Dynamic data readers can be used when code generated from IDL is not available or desired. Dynamic data readers are also type-safe, but type checking happens at runtime.

Discovery, Matching, and Association#

Discovery is the process whereby a participant learns about the publications and subscriptions offered by other participants. The Data Distribution Service (DDS) for Real-Time Systems leaves the details of discovery to the implementation.

After discovering a remote publication and subscription, a participant compares the remote entity with its local entities to determine if they are compatible. This process is called matching. A data writer and data reader match if they are on the same topic, they have compatible types, and they have compatible QoS policies.

If a local entity matches a remote entity, then the implementation is configured to allow data to flow from the data writer to the data reader. This is called association.

See also

Discovery

The discovery impementations availables in OpenDDS.

Quality of Service Policies#

The DDS specification defines a number of Quality of Service (QoS) policies that are used by applications to specify their QoS requirements to the service. Participants specify what behavior they require from the service and the service decides how to achieve these behaviors. These policies can be applied to the various DCPS entities (topic, data writer, data reader, publisher, subscriber, domain participant) although not all policies are valid for all types of entities.

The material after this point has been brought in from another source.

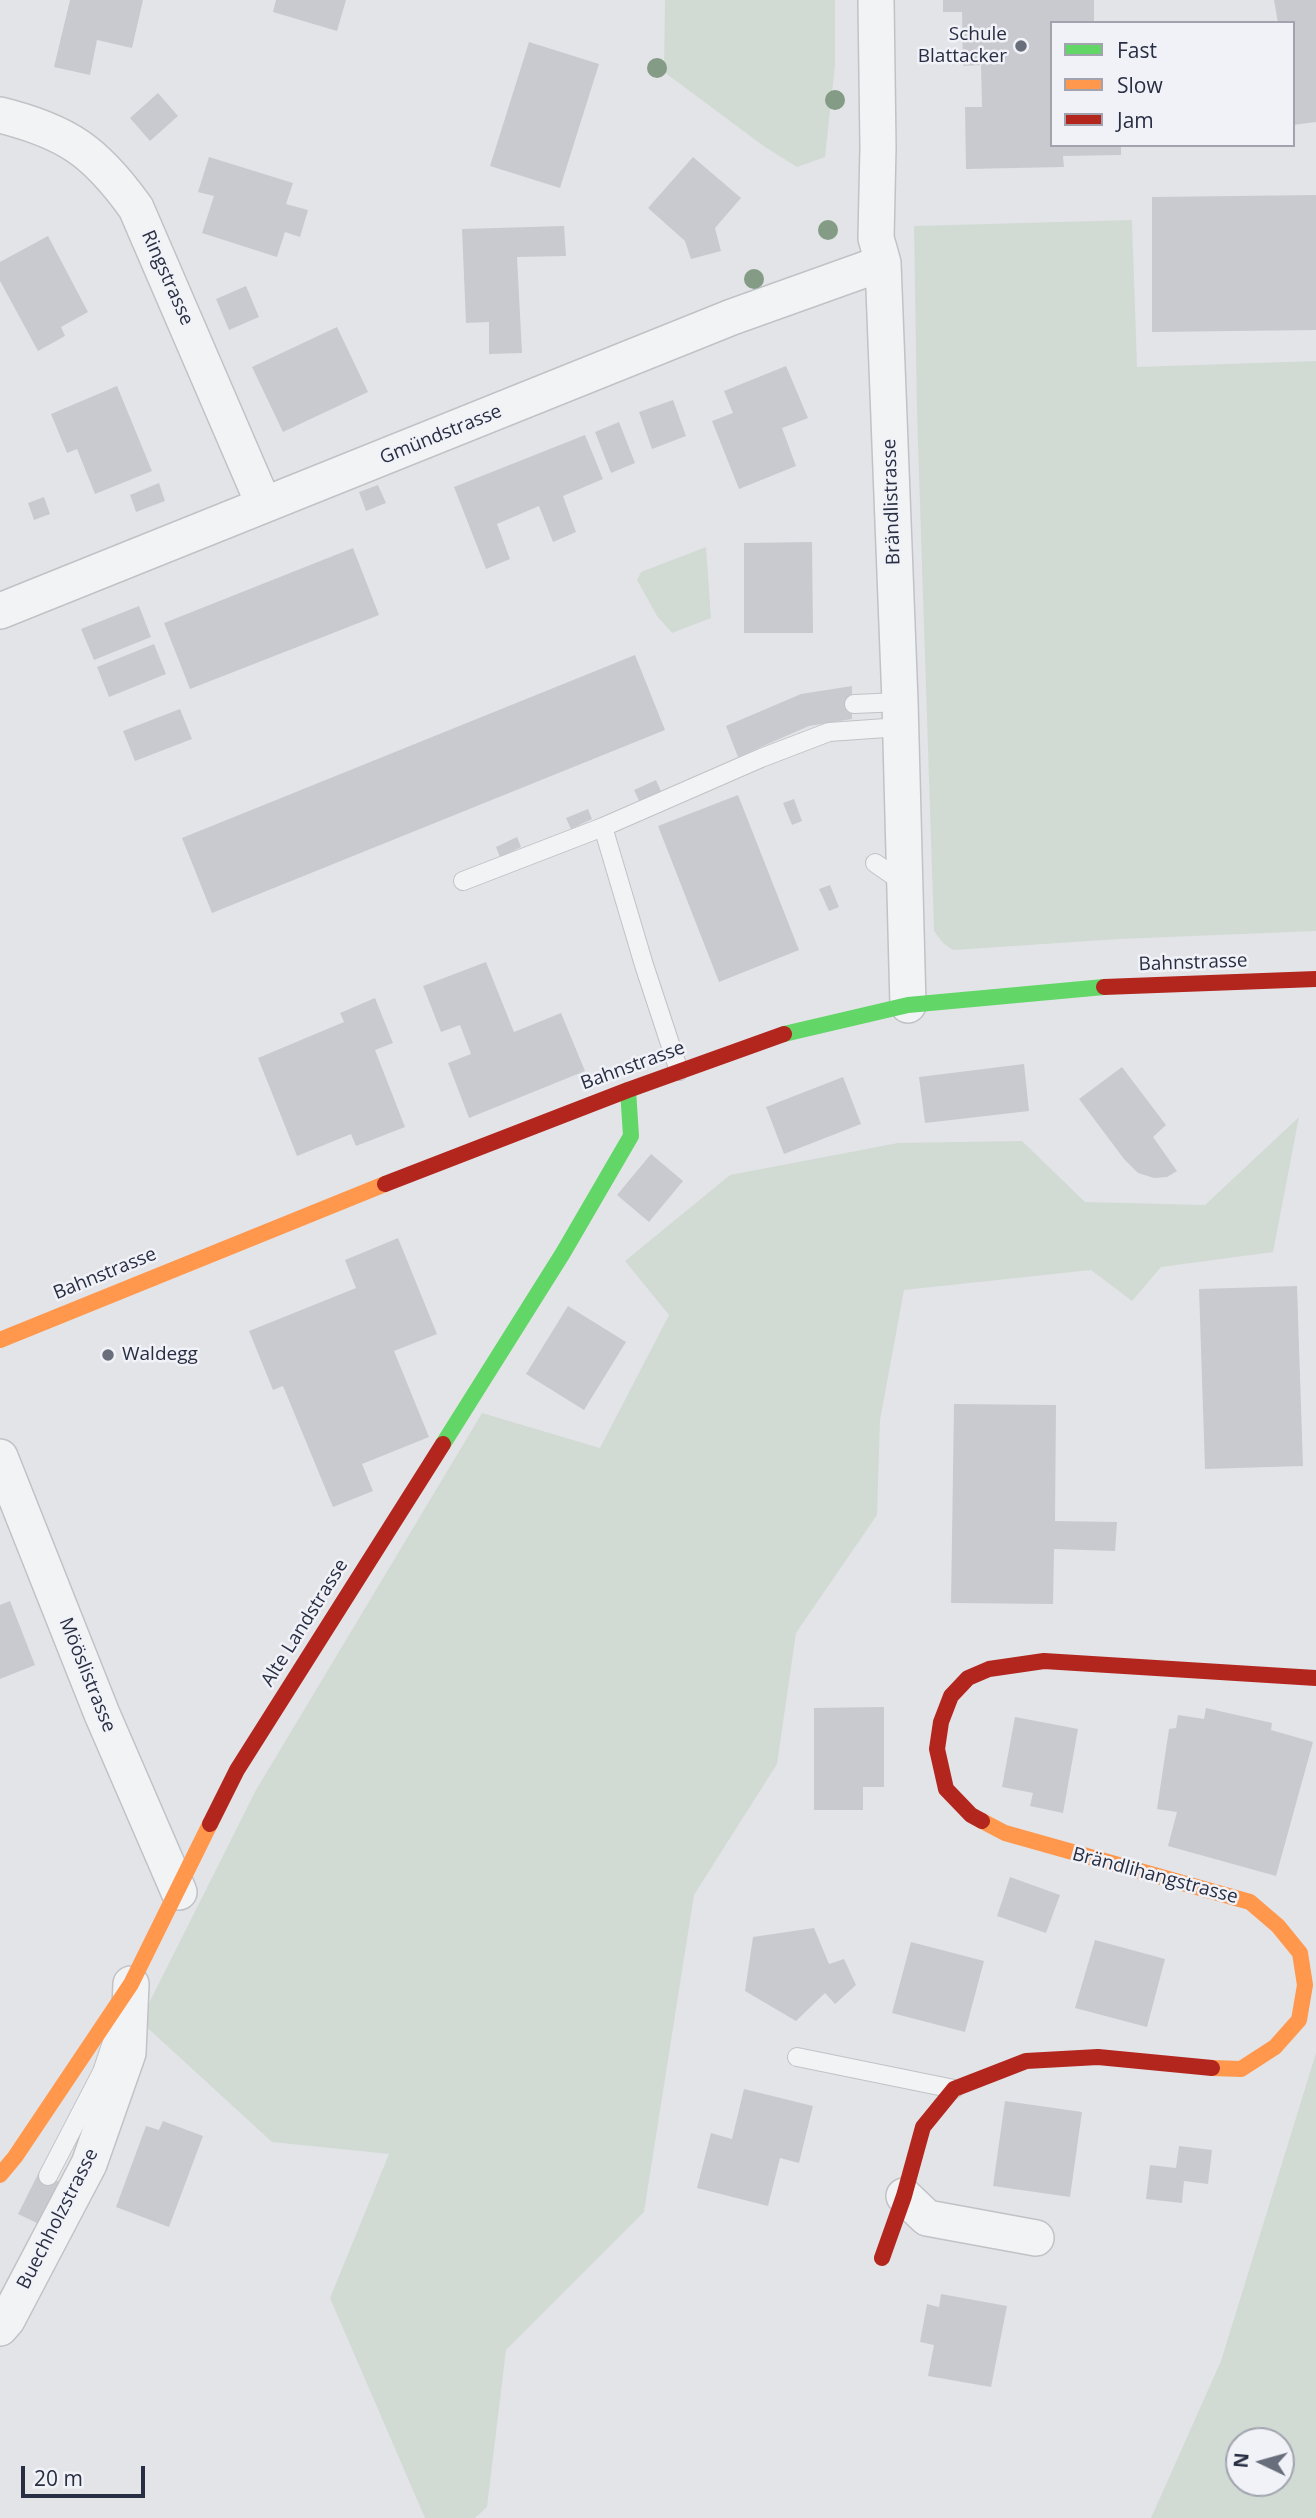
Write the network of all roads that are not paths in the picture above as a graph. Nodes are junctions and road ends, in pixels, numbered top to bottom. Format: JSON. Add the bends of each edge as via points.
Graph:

Subscribers and publishers are matched using a request-versus-offered (RxO) model. Subscribers request a set of policies that are minimally required. Publishers offer a set of QoS policies to potential subscribers. The DDS implementation then attempts to match the requested policies with the offered policies; if these policies are compatible then the association is formed.

See also

Quality of Service

The QoS policies available in OpenDDS and how to use them.

Conceptual Data Flow#

The application on the publishing side initiates the flow of data by writing a sample to the DataWriter which then passes it to its associated Publisher. The Publisher sends the sample to associated Subscribers. Each Subscriber gives the received sample to its DataReaders that are associated with the sending DataWriter. The flow ends when the application on the subscribing side retrieves the data from the DataReader.

Quality of Service (QoS) Policies control the flow of the data through the system. The QoS policies of the Publisher, DataWriter, and Topic control the data on the sending side. The QoS policies of the Subscriber, DataReader, and Topic control the data on the receiving side.

Built-in Topics (BITs)#

The DDS specification defines a number of topics that are built-in to the DDS implementation. Subscribing to these built-in topics gives application developers access to the state of the domain being used including which topics are registered, which data readers and data writers have been discovered and their status, and the QoS settings of the various entities. While subscribed, the application receives samples indicating changes in the entities within the domain.

See also

Built-in Topics

The built-in topics available in OpenDDS and how to use them.

Listeners#

The DCPS API defines a callback interface for each entity that allows an application to listen for certain state changes or events pertaining to that entity. For example, a Data Reader Listener is notified when there are data values available for reading.

See also

Listeners

The listeners available in OpenDDS and how to use them.

Conditions#

Conditions and Wait Sets can also be used to detect events of interest in DDS Entities and are an alternative to listeners. The general pattern is the application creates a specific kind of Condition object, such as a StatusCondition, and attaches it to a WaitSet.

  • The application waits on the WaitSet until one or more conditions become true.

  • The application calls operations on the corresponding entity objects to extract the necessary information.

  • The DataReader interface also has operations that take a ReadCondition argument.

  • QueryCondition objects are provided as part of the implementation of the Content-Subscription Profile. The QueryCondition interface extends the ReadCondition interface.

See also

Conditions

The conditions available in OpenDDS and how to use them.